Saved entries
((

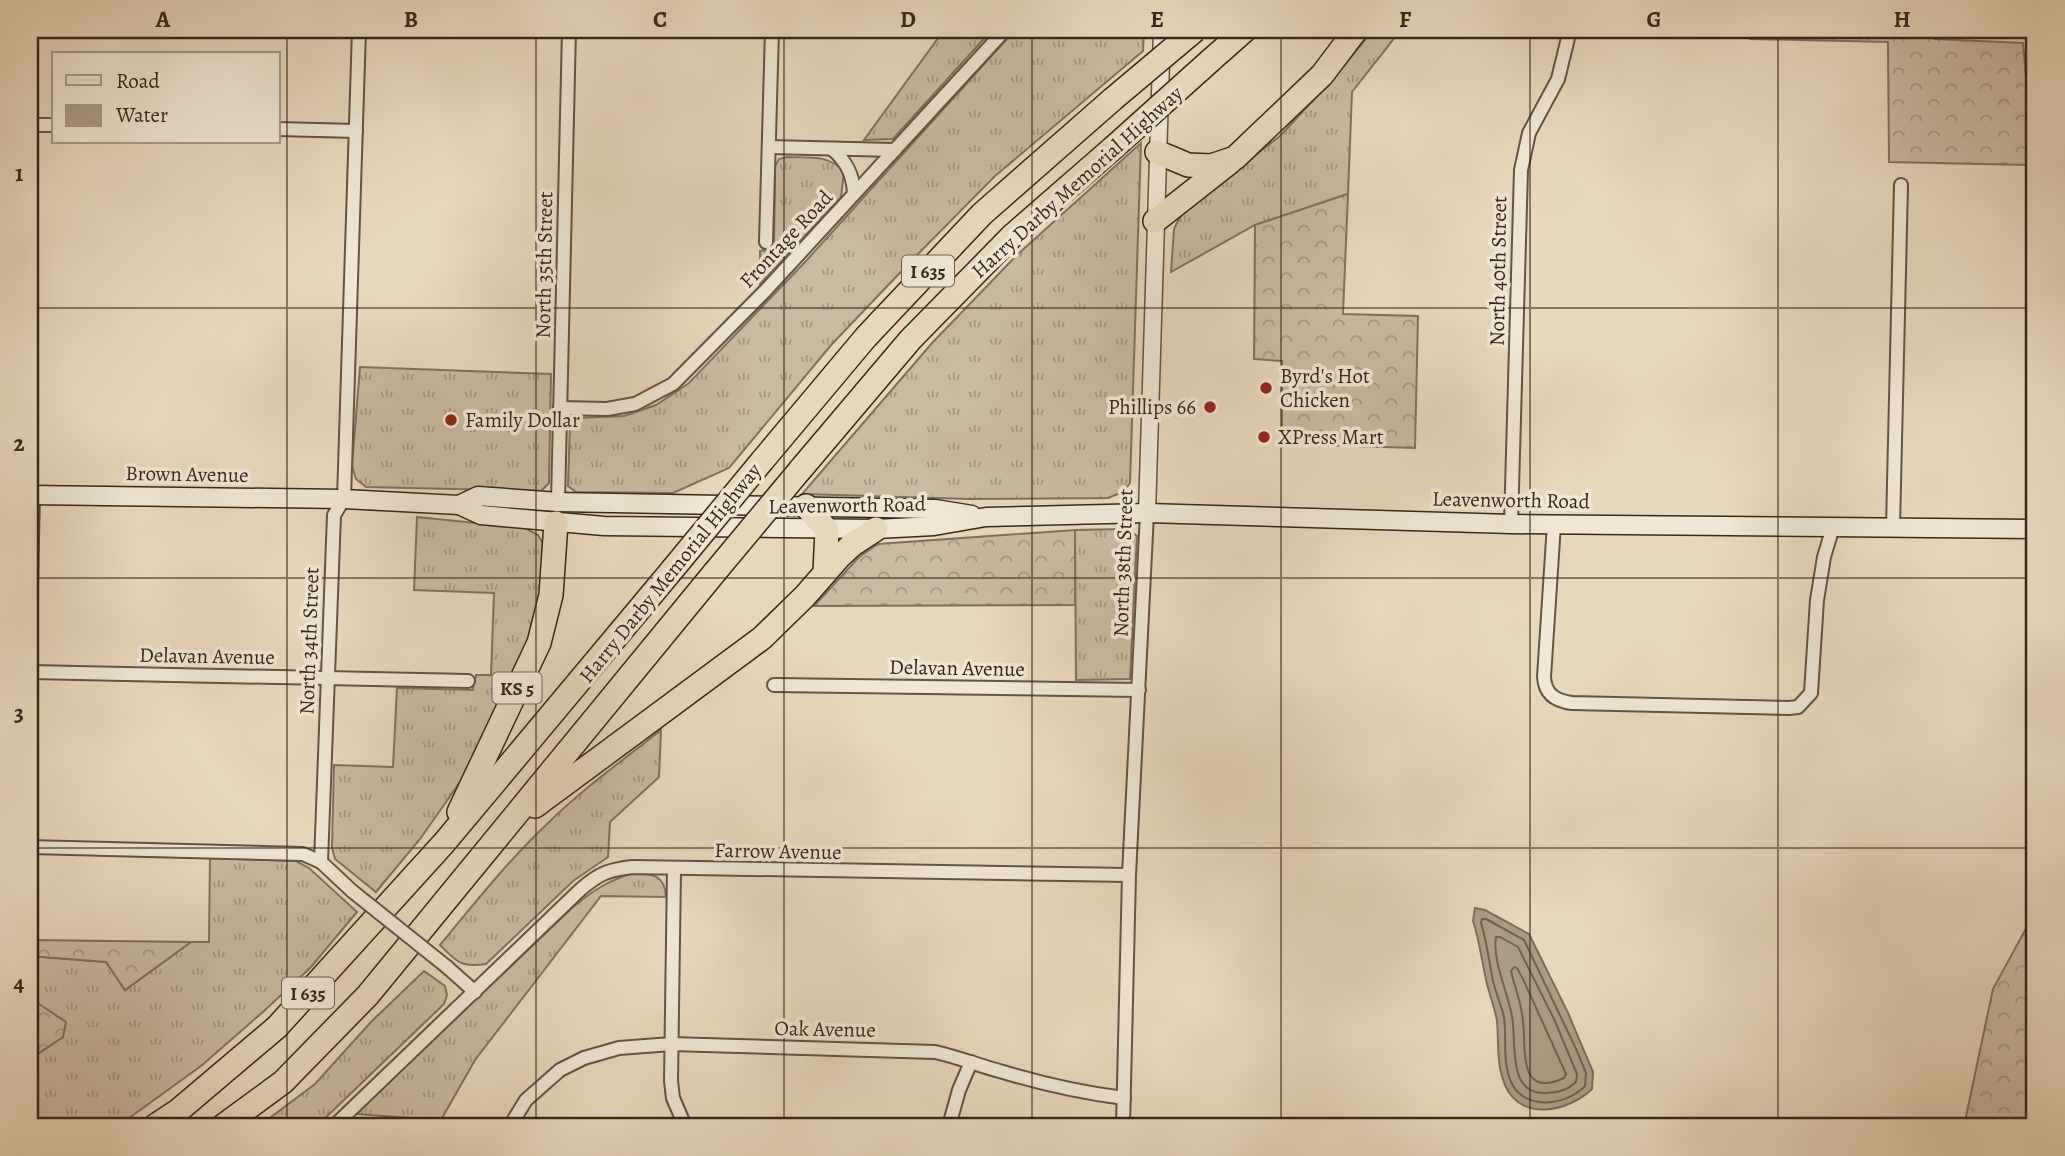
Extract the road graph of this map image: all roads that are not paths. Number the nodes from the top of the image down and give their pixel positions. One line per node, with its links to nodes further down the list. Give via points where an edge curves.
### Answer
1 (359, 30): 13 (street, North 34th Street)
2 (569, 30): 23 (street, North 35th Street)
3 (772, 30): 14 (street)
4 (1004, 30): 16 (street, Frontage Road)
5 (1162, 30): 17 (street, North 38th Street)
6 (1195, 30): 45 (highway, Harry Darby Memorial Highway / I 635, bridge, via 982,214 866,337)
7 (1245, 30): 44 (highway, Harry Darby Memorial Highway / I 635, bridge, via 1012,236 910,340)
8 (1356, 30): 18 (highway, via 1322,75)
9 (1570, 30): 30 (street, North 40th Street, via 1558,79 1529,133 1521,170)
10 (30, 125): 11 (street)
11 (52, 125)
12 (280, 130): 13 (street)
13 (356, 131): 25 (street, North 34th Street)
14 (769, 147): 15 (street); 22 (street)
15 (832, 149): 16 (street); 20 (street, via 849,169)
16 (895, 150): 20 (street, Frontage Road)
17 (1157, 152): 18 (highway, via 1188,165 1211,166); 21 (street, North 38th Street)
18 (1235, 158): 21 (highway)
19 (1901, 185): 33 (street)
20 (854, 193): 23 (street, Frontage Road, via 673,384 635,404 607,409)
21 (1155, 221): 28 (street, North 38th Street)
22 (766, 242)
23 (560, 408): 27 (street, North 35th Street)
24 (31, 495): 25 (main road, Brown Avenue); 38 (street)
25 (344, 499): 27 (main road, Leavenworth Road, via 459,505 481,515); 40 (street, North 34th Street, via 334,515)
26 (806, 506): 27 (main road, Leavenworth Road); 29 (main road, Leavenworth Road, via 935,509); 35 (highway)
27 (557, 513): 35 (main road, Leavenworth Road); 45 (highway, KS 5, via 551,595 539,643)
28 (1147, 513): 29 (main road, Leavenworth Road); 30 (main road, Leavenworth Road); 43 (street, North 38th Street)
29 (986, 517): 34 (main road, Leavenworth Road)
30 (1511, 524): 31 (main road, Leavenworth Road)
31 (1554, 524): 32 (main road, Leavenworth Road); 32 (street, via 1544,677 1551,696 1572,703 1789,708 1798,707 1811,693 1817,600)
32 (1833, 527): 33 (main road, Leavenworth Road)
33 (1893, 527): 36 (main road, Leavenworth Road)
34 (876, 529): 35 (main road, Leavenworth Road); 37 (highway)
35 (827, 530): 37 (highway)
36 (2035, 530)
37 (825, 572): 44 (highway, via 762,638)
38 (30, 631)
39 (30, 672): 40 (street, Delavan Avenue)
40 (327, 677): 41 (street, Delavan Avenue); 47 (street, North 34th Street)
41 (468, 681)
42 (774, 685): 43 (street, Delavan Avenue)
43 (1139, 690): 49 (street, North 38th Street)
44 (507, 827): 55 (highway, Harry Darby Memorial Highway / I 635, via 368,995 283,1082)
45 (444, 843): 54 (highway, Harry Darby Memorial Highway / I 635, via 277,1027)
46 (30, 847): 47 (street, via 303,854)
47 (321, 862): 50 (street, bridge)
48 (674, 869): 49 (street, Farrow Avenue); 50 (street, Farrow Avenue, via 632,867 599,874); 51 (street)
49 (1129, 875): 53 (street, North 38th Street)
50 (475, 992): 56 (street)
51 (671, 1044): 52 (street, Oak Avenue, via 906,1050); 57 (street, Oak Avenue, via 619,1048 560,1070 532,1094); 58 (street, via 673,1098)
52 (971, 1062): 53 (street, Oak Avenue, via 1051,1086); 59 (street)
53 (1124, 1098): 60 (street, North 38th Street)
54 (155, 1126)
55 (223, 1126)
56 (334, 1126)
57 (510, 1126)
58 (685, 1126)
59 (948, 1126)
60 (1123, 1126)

))
((

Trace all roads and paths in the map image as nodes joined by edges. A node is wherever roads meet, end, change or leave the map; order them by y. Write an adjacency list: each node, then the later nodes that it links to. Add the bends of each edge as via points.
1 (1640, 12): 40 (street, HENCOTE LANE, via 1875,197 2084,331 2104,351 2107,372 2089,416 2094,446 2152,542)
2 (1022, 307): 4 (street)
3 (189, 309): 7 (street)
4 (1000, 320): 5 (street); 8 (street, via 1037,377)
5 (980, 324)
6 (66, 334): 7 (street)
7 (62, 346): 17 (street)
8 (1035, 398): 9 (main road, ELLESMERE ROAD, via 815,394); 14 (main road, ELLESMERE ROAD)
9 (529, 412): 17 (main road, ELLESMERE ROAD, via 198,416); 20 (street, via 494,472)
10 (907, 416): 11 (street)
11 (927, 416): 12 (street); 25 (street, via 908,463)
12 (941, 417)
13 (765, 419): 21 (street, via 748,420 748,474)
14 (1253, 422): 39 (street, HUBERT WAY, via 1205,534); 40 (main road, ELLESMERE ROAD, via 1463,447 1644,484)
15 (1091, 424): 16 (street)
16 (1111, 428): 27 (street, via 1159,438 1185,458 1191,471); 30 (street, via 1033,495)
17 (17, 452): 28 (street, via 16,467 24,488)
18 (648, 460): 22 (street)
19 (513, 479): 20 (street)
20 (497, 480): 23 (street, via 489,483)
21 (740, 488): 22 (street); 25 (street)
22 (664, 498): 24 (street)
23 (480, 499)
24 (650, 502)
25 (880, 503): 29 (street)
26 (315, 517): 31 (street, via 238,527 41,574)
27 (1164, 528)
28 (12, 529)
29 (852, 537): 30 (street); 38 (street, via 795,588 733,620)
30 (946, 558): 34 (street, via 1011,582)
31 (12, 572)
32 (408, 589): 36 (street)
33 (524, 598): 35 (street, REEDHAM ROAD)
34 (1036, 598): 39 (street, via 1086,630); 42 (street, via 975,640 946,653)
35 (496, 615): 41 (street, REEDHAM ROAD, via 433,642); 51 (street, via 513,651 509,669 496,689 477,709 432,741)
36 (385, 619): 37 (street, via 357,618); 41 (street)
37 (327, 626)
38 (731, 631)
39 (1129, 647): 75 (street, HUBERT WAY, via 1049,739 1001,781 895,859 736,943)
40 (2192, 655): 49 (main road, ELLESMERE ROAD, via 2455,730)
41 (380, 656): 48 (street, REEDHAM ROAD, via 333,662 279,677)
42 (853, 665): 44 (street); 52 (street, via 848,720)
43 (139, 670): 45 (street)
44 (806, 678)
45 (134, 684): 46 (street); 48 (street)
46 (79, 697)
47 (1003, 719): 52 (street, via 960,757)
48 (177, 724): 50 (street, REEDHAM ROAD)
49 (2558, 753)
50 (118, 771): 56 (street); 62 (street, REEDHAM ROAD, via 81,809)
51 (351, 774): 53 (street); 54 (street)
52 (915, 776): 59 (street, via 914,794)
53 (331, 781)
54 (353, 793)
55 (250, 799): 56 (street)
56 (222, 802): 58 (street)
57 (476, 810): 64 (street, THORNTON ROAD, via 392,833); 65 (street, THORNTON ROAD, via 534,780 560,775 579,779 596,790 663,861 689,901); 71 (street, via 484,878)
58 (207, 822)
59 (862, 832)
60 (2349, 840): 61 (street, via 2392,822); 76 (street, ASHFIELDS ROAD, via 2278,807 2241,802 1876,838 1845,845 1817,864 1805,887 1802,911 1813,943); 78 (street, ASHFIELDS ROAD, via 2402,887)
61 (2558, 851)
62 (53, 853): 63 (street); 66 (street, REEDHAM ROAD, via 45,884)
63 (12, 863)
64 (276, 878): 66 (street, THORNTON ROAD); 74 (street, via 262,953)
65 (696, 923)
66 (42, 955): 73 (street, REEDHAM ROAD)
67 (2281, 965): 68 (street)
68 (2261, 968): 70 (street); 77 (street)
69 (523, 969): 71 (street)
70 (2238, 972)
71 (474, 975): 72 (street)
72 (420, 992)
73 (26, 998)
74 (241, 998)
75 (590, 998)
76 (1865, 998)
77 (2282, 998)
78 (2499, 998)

))

• Aim of the exercise
Go through the records line by line and give the number of lines with the string "nodes" in them, stating nothing else.

• Solution to the exercise
2